El control es constante. No se limita a las salidas, sino que se extiende al análisis de datos, la elección de las rutas más críticas y la observación del comportamiento de los pasajeros.. “La colaboración con las compañías aéreas es máxima, solicitamos y obtenemos listas de pasajeros que consideramos sospechosos. Nuestra atención se centra, en particular, en determinados vuelos que vienen de África por dinero en efectivo y en los que vienen de América del Sur por los riesgos relacionados con la importación de drogas. Analizamos todos los datos posibles: desde la forma de reservar los billetes hasta los días de estancia en Roma, desde la forma de vestir del pasajero hasta la frecuencia de los viajes”, analiza el mayor Vanni.
El resultado es Incautaciones selectivas, rápidas y eficientes que reducen, si no casi eliminan, la fuga de dinero no declarado.. En definitiva, en Fiumicino nada o casi nada se filtra. La malla de la red está muy apretada.. La máxima colaboración entre los Aeropuertos de Roma, la Policía Financiera y la Agencia de Aduanas se pone de manifiesto también durante los controles de seguridad del equipaje de mano de los pasajeros para buscar artículos prohibidos. En el pasado, el personal de seguridad de ADR informó de irregularidades a la policía, que luego llevó a cabo sus investigaciones. Y mientras los aviones despegan y aterrizan, los perros del dinero como Gol siguen trabajando.

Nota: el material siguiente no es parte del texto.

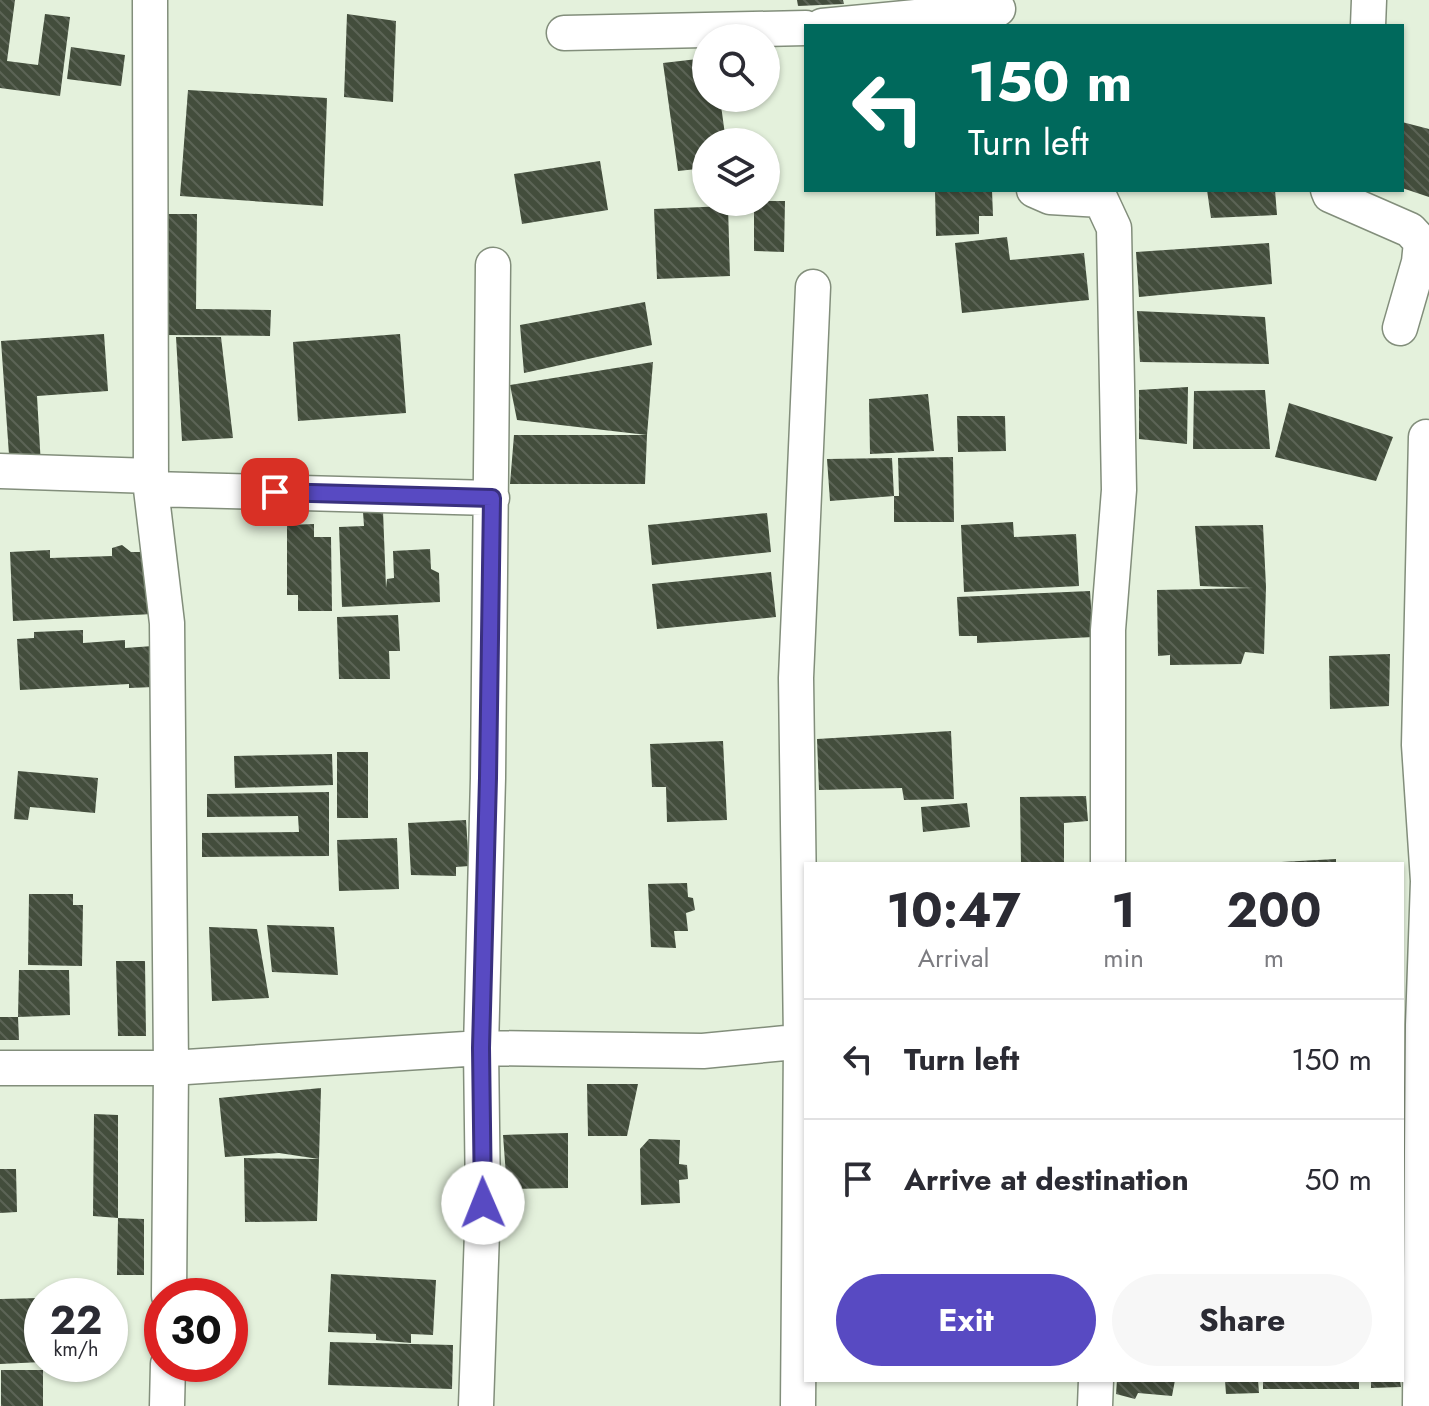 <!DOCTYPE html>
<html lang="en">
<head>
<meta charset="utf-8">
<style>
	body { margin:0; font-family:Jost,sans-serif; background:#f7f7f7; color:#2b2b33; height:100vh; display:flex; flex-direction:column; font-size:30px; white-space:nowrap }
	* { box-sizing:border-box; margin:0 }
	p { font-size:26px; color:#7c7c81 }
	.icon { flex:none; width:44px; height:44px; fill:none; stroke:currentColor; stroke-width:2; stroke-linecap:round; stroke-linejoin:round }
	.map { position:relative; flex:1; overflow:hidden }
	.sheet { position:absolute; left:804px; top:862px; width:600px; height:520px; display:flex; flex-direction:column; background:#fff; border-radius:0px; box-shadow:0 2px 6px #0004 }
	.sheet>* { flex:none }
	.top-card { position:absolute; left:804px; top:24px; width:600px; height:168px; border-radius:0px; box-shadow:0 2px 6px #0004; background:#00695c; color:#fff; overflow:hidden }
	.controls { position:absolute; left:692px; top:24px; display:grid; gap:16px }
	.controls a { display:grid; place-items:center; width:88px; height:88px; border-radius:50%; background:#fff; box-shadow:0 2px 6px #0004; font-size:40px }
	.speed { position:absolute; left:24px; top:1278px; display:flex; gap:16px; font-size:40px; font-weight:700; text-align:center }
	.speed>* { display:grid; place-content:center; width:104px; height:104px; border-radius:50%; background:#fff; box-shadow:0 2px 6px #0004; line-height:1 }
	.speed small { font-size:20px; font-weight:400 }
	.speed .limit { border:12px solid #d22; background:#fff; color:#111 }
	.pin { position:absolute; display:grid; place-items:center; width:68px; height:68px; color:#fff; margin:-34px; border-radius:16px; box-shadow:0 4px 12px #0006 }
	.me { position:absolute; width:88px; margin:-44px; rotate:359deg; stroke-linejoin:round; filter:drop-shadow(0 0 6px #0008) }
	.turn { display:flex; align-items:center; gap:28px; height:168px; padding:0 32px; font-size:36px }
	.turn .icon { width:104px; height:104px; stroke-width:2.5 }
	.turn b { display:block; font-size:56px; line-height:68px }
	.eta { display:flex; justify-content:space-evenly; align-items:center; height:136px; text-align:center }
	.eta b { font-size:48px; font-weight:700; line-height:56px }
	.button { display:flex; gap:16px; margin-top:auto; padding:16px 32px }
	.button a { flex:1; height:92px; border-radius:48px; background:#584ac2; color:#fff; font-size:32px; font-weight:700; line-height:92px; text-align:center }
	.button a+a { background:#f7f7f7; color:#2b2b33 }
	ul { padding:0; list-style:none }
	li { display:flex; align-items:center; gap:24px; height:120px; padding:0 32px; border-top:2px solid #e1e1e2 }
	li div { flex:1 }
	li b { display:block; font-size:30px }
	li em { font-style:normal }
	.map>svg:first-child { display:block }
</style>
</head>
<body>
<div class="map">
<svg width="1429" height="1406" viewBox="0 0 1429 1406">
	<defs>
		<pattern id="building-back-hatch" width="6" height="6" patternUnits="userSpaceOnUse" patternTransform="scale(2)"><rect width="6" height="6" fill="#434d3c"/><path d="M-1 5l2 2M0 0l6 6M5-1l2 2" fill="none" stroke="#5c6456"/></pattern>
	</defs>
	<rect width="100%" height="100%" fill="#e4f1dc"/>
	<path fill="url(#building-back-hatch)" d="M0,0H15L7,61L38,65L45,14L70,17L60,96L0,88Z
		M797,0H843L844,4L798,6Z
		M347,14L396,21L393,102L344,97Z
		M71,47L125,55L121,86L67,79Z
		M706,58V98H720L726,142H706V168L678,171L663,63Z
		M188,90L327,98L323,206L180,196Z
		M1402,122L1429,129V197L1402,188Z
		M600,161L608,210L522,224L514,174Z
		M935,190H992L993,216H979V234L936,236Z
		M1207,190H1275L1277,215L1211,218Z
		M766,201H785L784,252L754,251V202H766Z
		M728,206L730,276L657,279L654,209Z
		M167,214H197L196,309L271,310L270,336L166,335Z
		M1007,237L1010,260L1084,253L1089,300L962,313L955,243Z
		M1269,243L1272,284L1139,297L1136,252Z
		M645,302L652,345L524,373L520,325Z
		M1137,311L1265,317L1269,364L1140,362Z
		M104,334L108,391L37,396L41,466L10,469L1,341Z
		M400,334L406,413L298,421L293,342Z
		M176,337H221L233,438L182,441Z
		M653,362L647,435L645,484H510L514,435H647L517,420L510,385Z
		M1188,387L1187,444L1139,439V390Z
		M1265,390L1270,449H1193L1194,391Z
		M928,394L934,451L870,454L869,399Z
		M1289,403L1393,437L1376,481L1275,457Z
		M957,416H1005L1006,451L958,452Z
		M953,457L954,522H894V496H899L898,458Z
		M892,458L894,496L830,501L827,459Z
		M383,511L386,588L387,579L394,578L393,551L430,549L431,569L439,573L440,602L342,607L339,527L364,526L363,512Z
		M767,513L771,552L652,565L648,525Z
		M1013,522L1014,537L1076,534L1079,586L964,592L961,525Z
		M314,524V537H331L332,611H298V595H287V525Z
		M1263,525L1266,587L1264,654L1245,652L1241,664L1170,665V655L1158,656L1157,590L1253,588L1200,586L1195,526Z
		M122,545L131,552H145L153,614L13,621L10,552L50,550V558L112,556V548Z
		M771,572L776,617L657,629L652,584Z
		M1090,591L1093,637L977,643V636H959L957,597Z
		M398,615L400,651H389L390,679H339L337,617Z
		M83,630V643L125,640V648L153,646L154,687L129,688V684L20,690L17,639L34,638V632Z
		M1390,654L1389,706L1330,709L1329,656Z
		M951,731L954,799L904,800L902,788L819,790L817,739Z
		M723,741L727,820L667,822L666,787H652L650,744Z
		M337,752H368V818H337Z
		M332,754L333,785L235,788L234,756Z
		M18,771L98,778L95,813L30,807L28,820L14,819Z
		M329,792V856L202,857V833L299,832L298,816L207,817V794Z
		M1086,796L1088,821L1064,823V863L1021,864L1020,797Z
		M967,803L970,827L923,832L921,807Z
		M466,820L469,866L456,867V876L411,875L408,823Z
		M397,838L399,889L339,891L337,840Z
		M1336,859V864H1281V862Z
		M687,883L688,897L693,898L695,910L686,913L688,931H674L676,948L651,947L648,884Z
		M29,894H73V905H83L82,966L28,965Z
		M267,925L334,927L338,975L272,972Z
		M209,927L257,929L269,998L212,1001Z
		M116,961H145L146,1036H118Z
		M19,970H69L70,1015L18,1017Z
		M0,1017H18L19,1040H0Z
		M587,1084H638L627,1136H588Z
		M321,1088L319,1159L279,1153L225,1157L219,1098Z
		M94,1114L118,1115V1218L93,1216Z
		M568,1133V1188L507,1189L503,1135Z
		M649,1139L680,1140L679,1164L687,1165L688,1179L679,1180L680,1203L641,1205L640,1149Z
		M244,1158L319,1159L317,1221L245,1222Z
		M0,1169H16L17,1212L0,1213Z
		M118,1218L144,1219V1275H117Z
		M331,1274L436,1280L433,1335L411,1334V1343L376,1340V1334L328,1332Z
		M40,1298L42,1362L0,1364V1299Z
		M330,1342L453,1345L452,1389L328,1385Z
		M1,1370H43V1406H1Z
		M1117,1380H1175L1172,1396L1138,1393L1135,1399L1116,1394Z
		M1225,1380H1258L1259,1393L1226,1394Z
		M1263,1380H1359V1389H1263Z
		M1371,1380H1400L1401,1387L1371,1388Z"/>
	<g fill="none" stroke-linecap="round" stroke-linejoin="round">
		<g stroke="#828e7b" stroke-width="37">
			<path id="minor" d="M150,0L151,489L167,623L171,1068L169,1296
				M822,26L998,9
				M1368,26L1369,0
				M564,33L806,28
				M1034,190L1050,197L1101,200L1114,228L1119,490L1108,630V864
				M1328,190L1330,195L1410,230L1421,242L1419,262L1400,328
				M0,471L151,476
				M151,489L492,498
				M0,1068H171L481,1048L703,1051L806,1041
				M167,1406L168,1364
				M476,1406L483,1203L481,1048L488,778L493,265
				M798,1406L801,1041L796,678L813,287
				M1095,1406L1096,1380
				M1420,1406L1423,1025L1428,881L1419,745L1426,437"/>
		</g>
		<use href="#minor" stroke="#fff" stroke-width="34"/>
	</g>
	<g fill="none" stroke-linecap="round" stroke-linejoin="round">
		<g stroke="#39307e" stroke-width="20">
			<path id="route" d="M275,492L492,498L488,778L481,1048L483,1203"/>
		</g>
		<use href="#route" stroke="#584ac2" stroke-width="14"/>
	</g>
</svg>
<div class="controls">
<a><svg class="icon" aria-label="search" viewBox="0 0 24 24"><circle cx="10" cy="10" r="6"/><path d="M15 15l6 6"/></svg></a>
<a><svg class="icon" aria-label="layers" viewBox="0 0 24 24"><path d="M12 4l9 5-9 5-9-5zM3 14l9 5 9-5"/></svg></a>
</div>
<div class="speed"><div>22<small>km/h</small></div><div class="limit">30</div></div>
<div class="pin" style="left:275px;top:492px;background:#d93025"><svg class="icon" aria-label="arrive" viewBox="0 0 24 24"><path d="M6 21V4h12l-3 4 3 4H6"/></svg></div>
<svg class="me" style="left:483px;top:1203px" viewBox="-20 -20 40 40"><circle r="19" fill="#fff"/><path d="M0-13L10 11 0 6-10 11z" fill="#584ac2"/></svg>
<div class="top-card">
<div class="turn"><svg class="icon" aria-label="left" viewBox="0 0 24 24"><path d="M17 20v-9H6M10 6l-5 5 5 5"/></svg><div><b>150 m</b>Turn left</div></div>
</div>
<section class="sheet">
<div class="eta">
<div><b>10:47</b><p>Arrival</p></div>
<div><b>1</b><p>min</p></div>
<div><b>200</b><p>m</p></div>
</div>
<ul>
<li><svg class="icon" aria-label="left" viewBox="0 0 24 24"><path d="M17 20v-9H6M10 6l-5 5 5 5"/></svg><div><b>Turn left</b></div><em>150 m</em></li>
<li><svg class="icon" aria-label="arrive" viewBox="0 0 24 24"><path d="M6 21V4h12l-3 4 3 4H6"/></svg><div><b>Arrive at destination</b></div><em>50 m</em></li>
</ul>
<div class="button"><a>Exit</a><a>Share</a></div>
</section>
</div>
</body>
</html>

Se estudia cada señal. Cada pata que se detiene, cada hocico que se inclina es una advertencia, una prueba de que la combinación está funcionando.. El olor a dinero, combinado con la disciplina de los financieros, se convierte en la frontera entre la legalidad y la violación, entre la salida regular y la incautación. Las narices de los perros, la profesionalidad de los financieros, las normas aduaneras: juntos constituyen una salvaguardia invisible pero esencial. Una frontera hecha de atención, experiencia y talento. El dinero que intenta viajar sin autorización siempre encuentra un obstáculo. Y en Fiumicino esto nunca pasa desapercibido.